* _To do_
Would you print the records as they stand, down to the last character?

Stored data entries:
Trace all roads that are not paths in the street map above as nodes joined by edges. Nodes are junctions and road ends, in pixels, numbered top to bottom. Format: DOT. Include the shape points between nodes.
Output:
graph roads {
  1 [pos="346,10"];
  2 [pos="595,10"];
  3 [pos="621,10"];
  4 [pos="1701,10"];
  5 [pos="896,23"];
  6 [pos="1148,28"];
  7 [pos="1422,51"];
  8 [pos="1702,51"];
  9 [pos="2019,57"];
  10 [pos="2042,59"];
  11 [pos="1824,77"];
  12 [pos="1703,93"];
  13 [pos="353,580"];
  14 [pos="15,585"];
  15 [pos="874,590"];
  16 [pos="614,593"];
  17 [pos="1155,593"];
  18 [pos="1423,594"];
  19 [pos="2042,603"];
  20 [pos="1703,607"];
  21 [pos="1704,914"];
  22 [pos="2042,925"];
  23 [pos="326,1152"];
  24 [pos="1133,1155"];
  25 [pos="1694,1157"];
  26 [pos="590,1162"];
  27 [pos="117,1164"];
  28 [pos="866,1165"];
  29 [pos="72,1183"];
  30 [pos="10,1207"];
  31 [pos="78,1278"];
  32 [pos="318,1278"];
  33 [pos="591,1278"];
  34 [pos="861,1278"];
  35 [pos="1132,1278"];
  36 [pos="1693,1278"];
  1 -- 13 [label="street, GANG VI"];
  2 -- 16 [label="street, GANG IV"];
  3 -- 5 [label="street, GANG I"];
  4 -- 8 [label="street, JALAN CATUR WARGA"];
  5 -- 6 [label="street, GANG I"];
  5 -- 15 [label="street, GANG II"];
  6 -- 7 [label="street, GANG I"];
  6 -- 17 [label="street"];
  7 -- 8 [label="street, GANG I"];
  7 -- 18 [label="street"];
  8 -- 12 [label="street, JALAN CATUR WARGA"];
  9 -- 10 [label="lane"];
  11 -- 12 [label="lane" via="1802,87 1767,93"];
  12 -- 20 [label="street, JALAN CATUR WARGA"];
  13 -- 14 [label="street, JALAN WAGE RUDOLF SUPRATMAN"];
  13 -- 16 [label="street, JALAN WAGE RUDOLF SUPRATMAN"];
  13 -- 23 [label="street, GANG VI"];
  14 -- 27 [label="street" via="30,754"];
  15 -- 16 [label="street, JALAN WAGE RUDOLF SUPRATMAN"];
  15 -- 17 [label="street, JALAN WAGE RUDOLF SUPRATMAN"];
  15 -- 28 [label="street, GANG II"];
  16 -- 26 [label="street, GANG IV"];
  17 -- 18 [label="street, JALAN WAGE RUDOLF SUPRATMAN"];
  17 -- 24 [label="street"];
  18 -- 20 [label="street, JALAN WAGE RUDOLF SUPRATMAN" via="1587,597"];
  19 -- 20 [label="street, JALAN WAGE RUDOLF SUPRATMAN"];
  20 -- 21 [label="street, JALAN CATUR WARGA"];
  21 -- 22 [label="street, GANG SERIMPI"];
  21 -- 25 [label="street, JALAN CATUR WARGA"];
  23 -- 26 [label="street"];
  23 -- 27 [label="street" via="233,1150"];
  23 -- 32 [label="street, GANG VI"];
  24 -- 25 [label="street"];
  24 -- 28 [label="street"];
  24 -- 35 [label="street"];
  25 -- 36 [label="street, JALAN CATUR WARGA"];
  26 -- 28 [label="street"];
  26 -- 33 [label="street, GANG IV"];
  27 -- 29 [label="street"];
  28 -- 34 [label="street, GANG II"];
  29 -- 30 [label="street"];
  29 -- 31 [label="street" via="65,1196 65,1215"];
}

* _Response box_
Trace all roads that are not paths in the street map above as nodes joined by edges. Nodes are junctions and road ends, in pixels, numbered top to bottom. Format: DOT. Include the shape points between nodes.
Output:
graph roads {
  1 [pos="346,10"];
  2 [pos="595,10"];
  3 [pos="621,10"];
  4 [pos="1701,10"];
  5 [pos="896,23"];
  6 [pos="1148,28"];
  7 [pos="1422,51"];
  8 [pos="1702,51"];
  9 [pos="2019,57"];
  10 [pos="2042,59"];
  11 [pos="1824,77"];
  12 [pos="1703,93"];
  13 [pos="353,580"];
  14 [pos="15,585"];
  15 [pos="874,590"];
  16 [pos="614,593"];
  17 [pos="1155,593"];
  18 [pos="1423,594"];
  19 [pos="2042,603"];
  20 [pos="1703,607"];
  21 [pos="1704,914"];
  22 [pos="2042,925"];
  23 [pos="326,1152"];
  24 [pos="1133,1155"];
  25 [pos="1694,1157"];
  26 [pos="590,1162"];
  27 [pos="117,1164"];
  28 [pos="866,1165"];
  29 [pos="72,1183"];
  30 [pos="10,1207"];
  31 [pos="78,1278"];
  32 [pos="318,1278"];
  33 [pos="591,1278"];
  34 [pos="861,1278"];
  35 [pos="1132,1278"];
  36 [pos="1693,1278"];
  1 -- 13 [label="street, GANG VI"];
  2 -- 16 [label="street, GANG IV"];
  3 -- 5 [label="street, GANG I"];
  4 -- 8 [label="street, JALAN CATUR WARGA"];
  5 -- 6 [label="street, GANG I"];
  5 -- 15 [label="street, GANG II"];
  6 -- 7 [label="street, GANG I"];
  6 -- 17 [label="street"];
  7 -- 8 [label="street, GANG I"];
  7 -- 18 [label="street"];
  8 -- 12 [label="street, JALAN CATUR WARGA"];
  9 -- 10 [label="lane"];
  11 -- 12 [label="lane" via="1802,87 1767,93"];
  12 -- 20 [label="street, JALAN CATUR WARGA"];
  13 -- 14 [label="street, JALAN WAGE RUDOLF SUPRATMAN"];
  13 -- 16 [label="street, JALAN WAGE RUDOLF SUPRATMAN"];
  13 -- 23 [label="street, GANG VI"];
  14 -- 27 [label="street" via="30,754"];
  15 -- 16 [label="street, JALAN WAGE RUDOLF SUPRATMAN"];
  15 -- 17 [label="street, JALAN WAGE RUDOLF SUPRATMAN"];
  15 -- 28 [label="street, GANG II"];
  16 -- 26 [label="street, GANG IV"];
  17 -- 18 [label="street, JALAN WAGE RUDOLF SUPRATMAN"];
  17 -- 24 [label="street"];
  18 -- 20 [label="street, JALAN WAGE RUDOLF SUPRATMAN" via="1587,597"];
  19 -- 20 [label="street, JALAN WAGE RUDOLF SUPRATMAN"];
  20 -- 21 [label="street, JALAN CATUR WARGA"];
  21 -- 22 [label="street, GANG SERIMPI"];
  21 -- 25 [label="street, JALAN CATUR WARGA"];
  23 -- 26 [label="street"];
  23 -- 27 [label="street" via="233,1150"];
  23 -- 32 [label="street, GANG VI"];
  24 -- 25 [label="street"];
  24 -- 28 [label="street"];
  24 -- 35 [label="street"];
  25 -- 36 [label="street, JALAN CATUR WARGA"];
  26 -- 28 [label="street"];
  26 -- 33 [label="street, GANG IV"];
  27 -- 29 [label="street"];
  28 -- 34 [label="street, GANG II"];
  29 -- 30 [label="street"];
  29 -- 31 [label="street" via="65,1196 65,1215"];
}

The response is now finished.